介護に対する不安を軽減するために…。
介護保険とは、将来介護が必要になったときに介護サービスもしくは保険金を受け取れる保険です。民間企業が行うものと公的機関が運営するものの2つのタイプがあります。
公的介護保険
40歳以上の全国民を対象とした公的社会保険制度です。各市区町村が運営し、その地域に住む対象者は自動的に加入となります。要介護認定時に介護費用の1割負担で介護サービスを利用することができます。該当する介護サービスは、車イスなどの福祉補助具のレンタルから訪問入浴、老人ホームの入居までさまざまです。
◆給付基準
- 40歳以上65歳未満の医療保険加入者…
「15の特定疾病」(初老期における認知症や関節リウマチなど)を患って介護が必要になったとき
- 65歳以上の医療保険加入者…介護が必要だと認定されたとき
民間介護保険
公的介護保険は加入手続も不要で基準を満たせばサービスを受けられますが、老人ホームの食費などは自己負担となります。したがって、介護費用の1割負担でサービスを受けられるといっても必ずしも満足できるサービスとはいいきれません。

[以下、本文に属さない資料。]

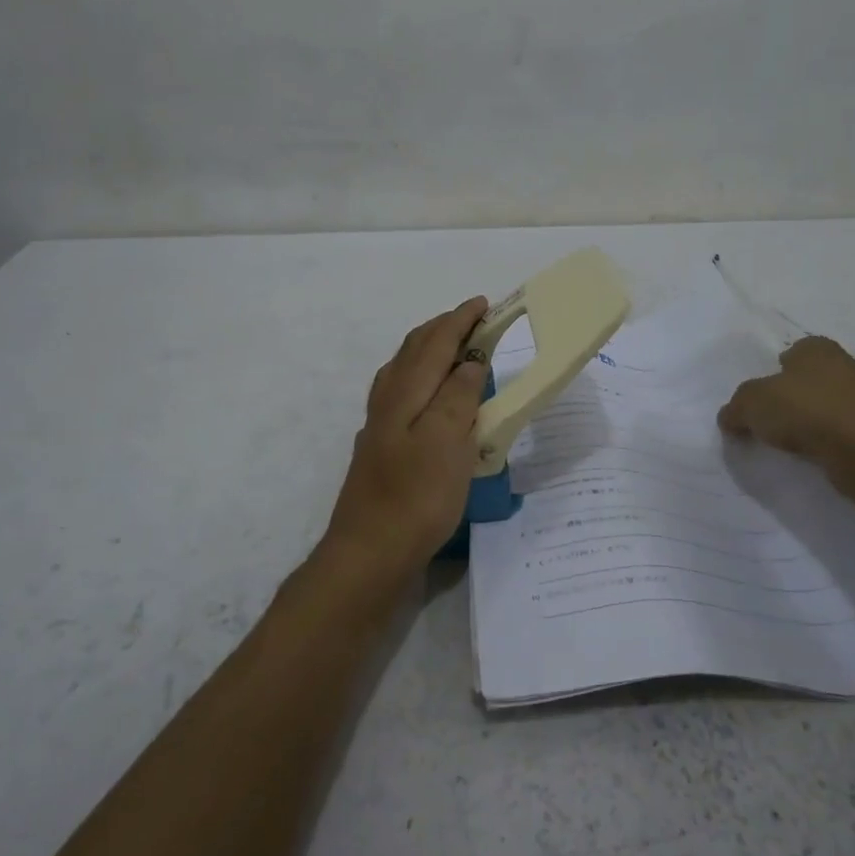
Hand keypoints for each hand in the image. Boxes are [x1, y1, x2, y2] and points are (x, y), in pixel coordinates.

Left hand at [319, 297, 490, 586]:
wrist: (370, 551)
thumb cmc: (416, 496)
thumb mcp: (447, 441)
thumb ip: (458, 395)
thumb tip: (469, 360)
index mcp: (407, 392)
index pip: (436, 343)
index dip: (459, 321)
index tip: (483, 304)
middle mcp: (388, 400)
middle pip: (414, 350)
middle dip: (442, 328)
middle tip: (472, 320)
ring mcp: (380, 424)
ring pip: (403, 370)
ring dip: (428, 350)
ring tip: (453, 348)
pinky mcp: (380, 447)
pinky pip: (400, 392)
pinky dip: (418, 377)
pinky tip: (426, 396)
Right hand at [718, 336, 854, 496]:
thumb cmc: (807, 410)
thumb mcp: (751, 402)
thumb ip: (735, 408)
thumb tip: (729, 418)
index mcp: (816, 347)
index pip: (790, 352)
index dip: (772, 372)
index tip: (758, 398)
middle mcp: (842, 367)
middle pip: (806, 382)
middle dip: (788, 399)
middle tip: (765, 422)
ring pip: (822, 409)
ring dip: (806, 424)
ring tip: (784, 444)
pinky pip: (836, 435)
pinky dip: (822, 444)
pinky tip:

それを補うものとして、民間介護保険も併せて利用するとよいでしょう。給付基準の状態になったときに、保険金を一時金や年金などとして受け取ることができるため、公的介護保険でカバーできない金銭的な負担を軽減することが可能です。また年齢が満たず、公的介護保険の給付が受けられない方にも適用できます。
◆給付基準(例)
- 保険加入者(年齢制限なし)…
寝たきりや痴呆など所定の要介護状態が一定期間(180日)以上継続したとき
※保険会社によってさまざまな給付基準があります。